Task directions -> Which lines of the material contain the word "dead"? Show each one.
'''
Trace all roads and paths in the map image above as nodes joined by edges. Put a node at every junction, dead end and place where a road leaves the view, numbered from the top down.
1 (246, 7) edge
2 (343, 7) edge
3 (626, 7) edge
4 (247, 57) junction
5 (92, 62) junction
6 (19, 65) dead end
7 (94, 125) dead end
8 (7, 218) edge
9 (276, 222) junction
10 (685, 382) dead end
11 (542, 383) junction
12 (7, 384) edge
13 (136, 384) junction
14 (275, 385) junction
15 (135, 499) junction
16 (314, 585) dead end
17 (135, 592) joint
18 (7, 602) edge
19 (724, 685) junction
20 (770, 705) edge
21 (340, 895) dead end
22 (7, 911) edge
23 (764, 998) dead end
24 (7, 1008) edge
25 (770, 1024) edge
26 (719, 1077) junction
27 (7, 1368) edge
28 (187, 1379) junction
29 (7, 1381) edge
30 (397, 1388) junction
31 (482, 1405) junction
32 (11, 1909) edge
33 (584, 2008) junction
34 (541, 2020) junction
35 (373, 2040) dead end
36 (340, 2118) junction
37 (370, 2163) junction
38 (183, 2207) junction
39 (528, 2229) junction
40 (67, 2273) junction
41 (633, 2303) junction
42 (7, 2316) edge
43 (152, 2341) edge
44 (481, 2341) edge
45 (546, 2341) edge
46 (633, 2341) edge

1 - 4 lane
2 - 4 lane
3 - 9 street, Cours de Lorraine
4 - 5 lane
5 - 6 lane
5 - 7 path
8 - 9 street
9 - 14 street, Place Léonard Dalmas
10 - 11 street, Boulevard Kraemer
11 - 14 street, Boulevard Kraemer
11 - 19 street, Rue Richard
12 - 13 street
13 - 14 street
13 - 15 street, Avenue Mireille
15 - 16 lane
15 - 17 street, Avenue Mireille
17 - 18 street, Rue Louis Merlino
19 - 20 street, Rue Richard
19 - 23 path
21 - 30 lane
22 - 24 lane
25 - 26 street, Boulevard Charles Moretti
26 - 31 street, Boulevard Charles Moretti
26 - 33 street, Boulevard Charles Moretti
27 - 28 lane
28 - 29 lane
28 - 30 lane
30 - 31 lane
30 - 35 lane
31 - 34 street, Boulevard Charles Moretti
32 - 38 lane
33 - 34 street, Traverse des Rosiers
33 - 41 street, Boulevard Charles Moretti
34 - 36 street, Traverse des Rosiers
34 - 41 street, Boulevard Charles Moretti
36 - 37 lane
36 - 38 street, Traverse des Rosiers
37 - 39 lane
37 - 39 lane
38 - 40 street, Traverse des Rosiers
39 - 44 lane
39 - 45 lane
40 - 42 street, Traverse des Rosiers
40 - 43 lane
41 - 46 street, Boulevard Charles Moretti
'''
Expected output ->
Trace all roads and paths in the map image above as nodes joined by edges. Put a node at every junction, dead end and place where a road leaves the view, numbered from the top down.
6 (19, 65) dead end
7 (94, 125) dead end
10 (685, 382) dead end
16 (314, 585) dead end
21 (340, 895) dead end
23 (764, 998) dead end
35 (373, 2040) dead end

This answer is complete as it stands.